2026-06-30

Wiener Process

Wiener Process is a specific case of [[Stochastic Process|Stochastic Process]], and is the mathematical model of [[Brownian Motion|Brownian Motion]]. It is the most fundamental stochastic process in stochastic calculus and [[Diffusion Model|Diffusion Model]].

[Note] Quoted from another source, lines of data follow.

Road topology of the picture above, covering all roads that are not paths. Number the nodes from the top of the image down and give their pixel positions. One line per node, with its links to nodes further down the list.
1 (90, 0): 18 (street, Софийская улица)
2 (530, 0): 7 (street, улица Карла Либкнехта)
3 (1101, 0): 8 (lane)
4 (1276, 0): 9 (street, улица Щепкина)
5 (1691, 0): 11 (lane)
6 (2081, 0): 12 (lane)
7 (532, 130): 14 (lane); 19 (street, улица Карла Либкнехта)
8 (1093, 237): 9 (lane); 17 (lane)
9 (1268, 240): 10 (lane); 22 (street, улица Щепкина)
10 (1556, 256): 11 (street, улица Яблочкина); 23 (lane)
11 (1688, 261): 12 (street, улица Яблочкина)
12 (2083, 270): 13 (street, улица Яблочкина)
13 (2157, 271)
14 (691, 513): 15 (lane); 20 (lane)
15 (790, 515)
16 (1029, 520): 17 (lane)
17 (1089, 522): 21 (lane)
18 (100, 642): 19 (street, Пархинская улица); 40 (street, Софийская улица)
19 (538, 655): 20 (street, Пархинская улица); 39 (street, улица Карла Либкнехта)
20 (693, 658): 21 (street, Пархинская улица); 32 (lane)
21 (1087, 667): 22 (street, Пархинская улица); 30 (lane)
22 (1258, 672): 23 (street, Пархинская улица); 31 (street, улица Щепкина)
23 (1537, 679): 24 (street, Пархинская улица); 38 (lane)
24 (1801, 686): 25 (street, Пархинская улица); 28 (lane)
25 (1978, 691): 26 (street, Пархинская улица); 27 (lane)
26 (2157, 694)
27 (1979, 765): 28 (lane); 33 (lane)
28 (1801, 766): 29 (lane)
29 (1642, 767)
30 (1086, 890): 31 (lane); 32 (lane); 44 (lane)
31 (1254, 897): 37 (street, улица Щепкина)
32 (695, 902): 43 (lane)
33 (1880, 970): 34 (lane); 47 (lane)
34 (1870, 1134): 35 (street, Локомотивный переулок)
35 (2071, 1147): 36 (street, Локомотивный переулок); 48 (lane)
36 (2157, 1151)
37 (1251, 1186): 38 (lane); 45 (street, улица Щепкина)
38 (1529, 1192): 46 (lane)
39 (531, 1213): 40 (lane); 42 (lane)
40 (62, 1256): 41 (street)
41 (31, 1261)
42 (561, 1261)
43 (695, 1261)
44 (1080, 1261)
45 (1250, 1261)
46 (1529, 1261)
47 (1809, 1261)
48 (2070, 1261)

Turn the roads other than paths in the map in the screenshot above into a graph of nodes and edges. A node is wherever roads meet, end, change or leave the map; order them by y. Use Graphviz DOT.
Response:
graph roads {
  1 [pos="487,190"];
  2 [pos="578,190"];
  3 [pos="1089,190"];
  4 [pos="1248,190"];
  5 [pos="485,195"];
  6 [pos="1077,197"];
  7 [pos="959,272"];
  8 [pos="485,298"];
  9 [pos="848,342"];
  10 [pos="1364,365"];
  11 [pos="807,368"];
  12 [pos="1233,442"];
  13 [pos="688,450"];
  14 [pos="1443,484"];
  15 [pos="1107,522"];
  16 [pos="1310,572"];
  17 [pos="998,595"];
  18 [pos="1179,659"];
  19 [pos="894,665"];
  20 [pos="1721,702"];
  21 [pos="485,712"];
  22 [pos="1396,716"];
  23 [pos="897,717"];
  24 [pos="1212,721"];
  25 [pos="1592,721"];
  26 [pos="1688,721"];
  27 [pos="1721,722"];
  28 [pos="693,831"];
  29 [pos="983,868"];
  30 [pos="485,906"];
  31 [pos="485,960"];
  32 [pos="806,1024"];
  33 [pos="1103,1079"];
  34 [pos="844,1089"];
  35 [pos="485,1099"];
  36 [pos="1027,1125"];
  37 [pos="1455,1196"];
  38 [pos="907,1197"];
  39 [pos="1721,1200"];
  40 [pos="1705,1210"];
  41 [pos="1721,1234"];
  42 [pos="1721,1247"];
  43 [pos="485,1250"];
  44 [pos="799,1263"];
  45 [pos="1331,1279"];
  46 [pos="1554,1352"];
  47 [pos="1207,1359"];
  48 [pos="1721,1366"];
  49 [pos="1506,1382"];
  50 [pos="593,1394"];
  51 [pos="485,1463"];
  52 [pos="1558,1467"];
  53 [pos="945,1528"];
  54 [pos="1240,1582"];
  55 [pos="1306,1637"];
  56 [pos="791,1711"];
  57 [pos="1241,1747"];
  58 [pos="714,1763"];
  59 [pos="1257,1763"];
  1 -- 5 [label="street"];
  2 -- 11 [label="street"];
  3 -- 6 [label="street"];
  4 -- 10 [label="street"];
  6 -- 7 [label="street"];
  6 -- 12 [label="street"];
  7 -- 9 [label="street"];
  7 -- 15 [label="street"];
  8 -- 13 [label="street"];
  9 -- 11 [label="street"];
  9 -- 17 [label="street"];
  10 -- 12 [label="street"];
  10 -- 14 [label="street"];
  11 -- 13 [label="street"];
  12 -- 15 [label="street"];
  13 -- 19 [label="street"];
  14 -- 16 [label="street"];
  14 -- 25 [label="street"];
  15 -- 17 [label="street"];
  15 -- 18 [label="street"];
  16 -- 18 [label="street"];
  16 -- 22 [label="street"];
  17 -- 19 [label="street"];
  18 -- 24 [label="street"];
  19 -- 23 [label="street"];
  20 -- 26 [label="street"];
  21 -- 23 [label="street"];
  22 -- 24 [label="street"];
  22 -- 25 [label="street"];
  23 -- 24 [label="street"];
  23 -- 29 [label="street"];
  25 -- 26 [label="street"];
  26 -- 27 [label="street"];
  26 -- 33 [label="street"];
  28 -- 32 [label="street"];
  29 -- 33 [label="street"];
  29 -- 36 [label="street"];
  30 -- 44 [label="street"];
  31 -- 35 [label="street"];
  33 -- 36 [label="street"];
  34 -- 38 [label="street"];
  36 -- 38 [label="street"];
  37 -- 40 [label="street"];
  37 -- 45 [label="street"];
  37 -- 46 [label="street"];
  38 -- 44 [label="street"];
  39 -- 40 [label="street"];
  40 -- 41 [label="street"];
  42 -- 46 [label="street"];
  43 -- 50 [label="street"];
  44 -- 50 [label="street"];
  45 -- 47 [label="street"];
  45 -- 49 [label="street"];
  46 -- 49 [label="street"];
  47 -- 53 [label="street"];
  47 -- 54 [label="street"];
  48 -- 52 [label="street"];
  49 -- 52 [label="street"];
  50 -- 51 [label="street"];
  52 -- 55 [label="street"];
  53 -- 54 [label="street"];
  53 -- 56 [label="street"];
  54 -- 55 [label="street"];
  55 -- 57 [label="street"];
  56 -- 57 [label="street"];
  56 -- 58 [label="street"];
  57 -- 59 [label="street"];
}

1. Definition and Properties

Wiener Process $W_{t}$ (or $B_{t}$ , $ω_{t}$ ) satisfies the following properties:

Starts at zero: $W_{0} = 0$ (almost surely)
Independent increments: For any $0 \leq t_{1} < t_{2} < t_{3} < t_{4}$ , increments $W_{t_{2}} - W_{t_{1}}$ and $W_{t_{4}} - W_{t_{3}}$ are independent
Gaussian increments: $W_{t} - W_{s} \sim N (0, t - s)$ , where $0 \leq s < t$
Continuous paths: $t \mapsto W_{t}$ is almost surely continuous

[!NOTE] Intuitive Understanding
Imagine a tiny particle moving randomly in liquid due to molecular collisions:

Each step’s direction and magnitude are random

Overall, displacement variance grows linearly with time: $Var (W_{t}) = t$

2. Basic Properties

2.1 Moments and Covariance

Mean: $E [W_{t}] = 0$
Variance: $Var (W_{t}) = t$
Covariance: $Cov (W_{s}, W_{t}) = min (s, t)$

2.2 Self-Similarity (Scale Invariance)

For any constant $c > 0$ , the process $\frac{1}{\sqrt{c}} W_{c t}$ has the same finite-dimensional distributions as $W_{t}$ .

2.3 Quadratic Variation

For partition of interval $[0, t]$ where $0 = t_{0} < t_{1} < \dots < t_{n} = t$ :

lim_{max Δ t_{i} \to 0} \sum_{i = 1}^{n} (W_{t_{i}} - W_{t_{i - 1}})^{2} = t (almost surely)

This property shows that the paths of Wiener Process are almost everywhere non-differentiable.

2.4 Markov Property

Wiener Process is a [[Markov Process|Markov Process]]:

E [f (W_{t}) ∣ F_{s}] = E [f (W_{t}) ∣ W_{s}]

2.5 [[Martingale]] Property

Wiener Process is a [[Martingale|Martingale]]:

E [W_{t} ∣ F_{s}] = W_{s}, \forall s < t

3. Role in Stochastic Differential Equations ([[Stochastic Differential Equation (SDE)|SDE]])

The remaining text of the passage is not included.